## [Information]
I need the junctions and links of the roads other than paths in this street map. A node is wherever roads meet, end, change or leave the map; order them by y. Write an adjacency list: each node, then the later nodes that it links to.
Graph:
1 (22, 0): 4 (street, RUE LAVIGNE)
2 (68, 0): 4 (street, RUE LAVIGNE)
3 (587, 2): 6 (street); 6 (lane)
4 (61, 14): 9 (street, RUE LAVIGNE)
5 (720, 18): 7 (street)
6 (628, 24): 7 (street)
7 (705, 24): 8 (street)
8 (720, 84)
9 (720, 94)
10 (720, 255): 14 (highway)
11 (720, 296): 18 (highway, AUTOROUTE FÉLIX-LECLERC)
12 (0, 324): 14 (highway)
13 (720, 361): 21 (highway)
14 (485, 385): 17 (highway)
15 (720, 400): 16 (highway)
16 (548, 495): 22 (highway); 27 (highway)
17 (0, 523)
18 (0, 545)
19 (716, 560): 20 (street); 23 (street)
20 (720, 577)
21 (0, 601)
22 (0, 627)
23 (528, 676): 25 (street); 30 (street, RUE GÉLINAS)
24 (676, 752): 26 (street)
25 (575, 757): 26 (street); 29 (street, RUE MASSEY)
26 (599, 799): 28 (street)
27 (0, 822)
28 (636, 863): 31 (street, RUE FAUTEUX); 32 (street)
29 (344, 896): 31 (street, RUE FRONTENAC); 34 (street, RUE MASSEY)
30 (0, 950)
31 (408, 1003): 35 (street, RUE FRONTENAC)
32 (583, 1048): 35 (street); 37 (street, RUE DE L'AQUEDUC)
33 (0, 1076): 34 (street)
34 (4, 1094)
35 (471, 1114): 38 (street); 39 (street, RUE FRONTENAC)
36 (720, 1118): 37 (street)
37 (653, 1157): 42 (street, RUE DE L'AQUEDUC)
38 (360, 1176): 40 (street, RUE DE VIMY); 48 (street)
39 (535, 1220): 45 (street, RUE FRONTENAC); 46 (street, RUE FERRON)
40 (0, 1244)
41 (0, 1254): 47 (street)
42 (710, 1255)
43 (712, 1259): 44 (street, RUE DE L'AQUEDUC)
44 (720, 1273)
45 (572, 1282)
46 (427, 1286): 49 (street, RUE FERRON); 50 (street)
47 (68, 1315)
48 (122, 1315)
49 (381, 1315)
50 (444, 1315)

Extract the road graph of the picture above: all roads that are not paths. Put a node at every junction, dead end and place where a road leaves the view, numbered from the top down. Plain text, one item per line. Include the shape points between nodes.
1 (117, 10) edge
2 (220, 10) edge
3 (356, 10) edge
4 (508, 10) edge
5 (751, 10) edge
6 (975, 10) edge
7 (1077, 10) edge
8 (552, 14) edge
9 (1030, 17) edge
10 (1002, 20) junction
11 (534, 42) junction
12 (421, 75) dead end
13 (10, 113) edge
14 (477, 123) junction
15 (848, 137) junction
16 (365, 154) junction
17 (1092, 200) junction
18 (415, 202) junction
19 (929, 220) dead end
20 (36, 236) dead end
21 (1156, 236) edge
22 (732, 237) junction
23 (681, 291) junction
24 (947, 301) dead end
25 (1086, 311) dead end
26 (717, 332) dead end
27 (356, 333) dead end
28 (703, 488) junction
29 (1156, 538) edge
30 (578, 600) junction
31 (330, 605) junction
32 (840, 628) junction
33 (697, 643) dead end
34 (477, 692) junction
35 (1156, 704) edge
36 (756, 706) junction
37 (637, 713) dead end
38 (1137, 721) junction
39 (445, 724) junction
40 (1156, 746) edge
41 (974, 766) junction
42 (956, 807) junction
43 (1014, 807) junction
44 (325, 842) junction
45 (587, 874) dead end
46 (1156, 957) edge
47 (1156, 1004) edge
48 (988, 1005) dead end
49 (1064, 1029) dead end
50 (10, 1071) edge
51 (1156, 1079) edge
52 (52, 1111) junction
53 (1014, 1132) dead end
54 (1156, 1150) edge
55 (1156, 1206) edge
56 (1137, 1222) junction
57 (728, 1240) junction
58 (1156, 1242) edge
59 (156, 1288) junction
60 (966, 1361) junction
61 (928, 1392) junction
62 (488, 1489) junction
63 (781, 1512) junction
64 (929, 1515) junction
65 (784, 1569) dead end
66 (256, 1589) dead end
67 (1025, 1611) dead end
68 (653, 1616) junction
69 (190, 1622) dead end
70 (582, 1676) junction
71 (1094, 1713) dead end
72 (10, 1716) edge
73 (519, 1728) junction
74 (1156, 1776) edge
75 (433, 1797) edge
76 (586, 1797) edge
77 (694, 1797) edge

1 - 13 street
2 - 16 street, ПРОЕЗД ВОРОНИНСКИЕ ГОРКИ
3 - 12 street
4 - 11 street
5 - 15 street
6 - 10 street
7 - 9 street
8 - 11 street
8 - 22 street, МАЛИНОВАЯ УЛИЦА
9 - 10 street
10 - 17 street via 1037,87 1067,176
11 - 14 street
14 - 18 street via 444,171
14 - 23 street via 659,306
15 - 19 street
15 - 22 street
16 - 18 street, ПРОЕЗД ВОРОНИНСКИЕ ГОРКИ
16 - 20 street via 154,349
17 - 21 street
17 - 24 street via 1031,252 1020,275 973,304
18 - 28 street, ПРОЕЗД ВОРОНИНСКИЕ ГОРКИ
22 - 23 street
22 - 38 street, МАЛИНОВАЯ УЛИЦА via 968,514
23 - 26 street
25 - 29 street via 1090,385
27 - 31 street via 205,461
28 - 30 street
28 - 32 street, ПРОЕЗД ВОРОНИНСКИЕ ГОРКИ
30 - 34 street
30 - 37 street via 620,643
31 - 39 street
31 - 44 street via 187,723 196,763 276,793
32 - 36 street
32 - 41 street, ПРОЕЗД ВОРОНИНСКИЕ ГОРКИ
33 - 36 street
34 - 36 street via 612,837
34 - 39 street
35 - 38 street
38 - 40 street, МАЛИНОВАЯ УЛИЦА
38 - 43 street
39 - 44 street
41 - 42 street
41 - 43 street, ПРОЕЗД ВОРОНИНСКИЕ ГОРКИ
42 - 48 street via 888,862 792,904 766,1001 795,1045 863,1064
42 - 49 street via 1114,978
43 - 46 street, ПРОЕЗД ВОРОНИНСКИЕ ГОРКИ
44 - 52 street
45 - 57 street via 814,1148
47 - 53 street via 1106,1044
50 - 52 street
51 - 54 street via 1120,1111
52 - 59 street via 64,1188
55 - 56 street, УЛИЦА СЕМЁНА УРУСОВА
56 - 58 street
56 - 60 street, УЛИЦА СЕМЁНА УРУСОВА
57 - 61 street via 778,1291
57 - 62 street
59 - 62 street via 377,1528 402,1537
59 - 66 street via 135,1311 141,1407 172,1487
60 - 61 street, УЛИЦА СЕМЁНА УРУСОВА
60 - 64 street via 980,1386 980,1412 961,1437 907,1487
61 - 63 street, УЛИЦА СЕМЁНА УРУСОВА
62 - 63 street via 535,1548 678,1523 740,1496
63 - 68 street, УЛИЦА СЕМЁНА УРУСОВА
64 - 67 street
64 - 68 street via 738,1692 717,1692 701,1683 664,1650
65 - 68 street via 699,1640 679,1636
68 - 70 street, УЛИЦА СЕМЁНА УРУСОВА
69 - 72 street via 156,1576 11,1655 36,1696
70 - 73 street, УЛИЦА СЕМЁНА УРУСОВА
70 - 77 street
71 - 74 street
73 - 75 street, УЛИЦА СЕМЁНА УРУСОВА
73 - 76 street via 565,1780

## [Requirement]
Pull every line containing the string "ВОРОНИНСКИЕ" out of the data above and copy it.

## [The answer]
2 - 16 street, ПРОЕЗД ВОРОНИНСКИЕ ГОРКИ
16 - 18 street, ПРОЕЗД ВОРОНИНСКИЕ ГОРКИ
18 - 28 street, ПРОЕЗД ВОРОНИНСКИЕ ГОРКИ
28 - 32 street, ПРОЕЗД ВОРОНИНСКИЕ ГОРКИ
32 - 41 street, ПРОЕЗД ВОРОНИНСКИЕ ГОРКИ
41 - 43 street, ПРОЕЗД ВОРОНИНСКИЕ ГОРКИ
43 - 46 street, ПРОЕЗД ВОРОНИНСКИЕ ГОРКИ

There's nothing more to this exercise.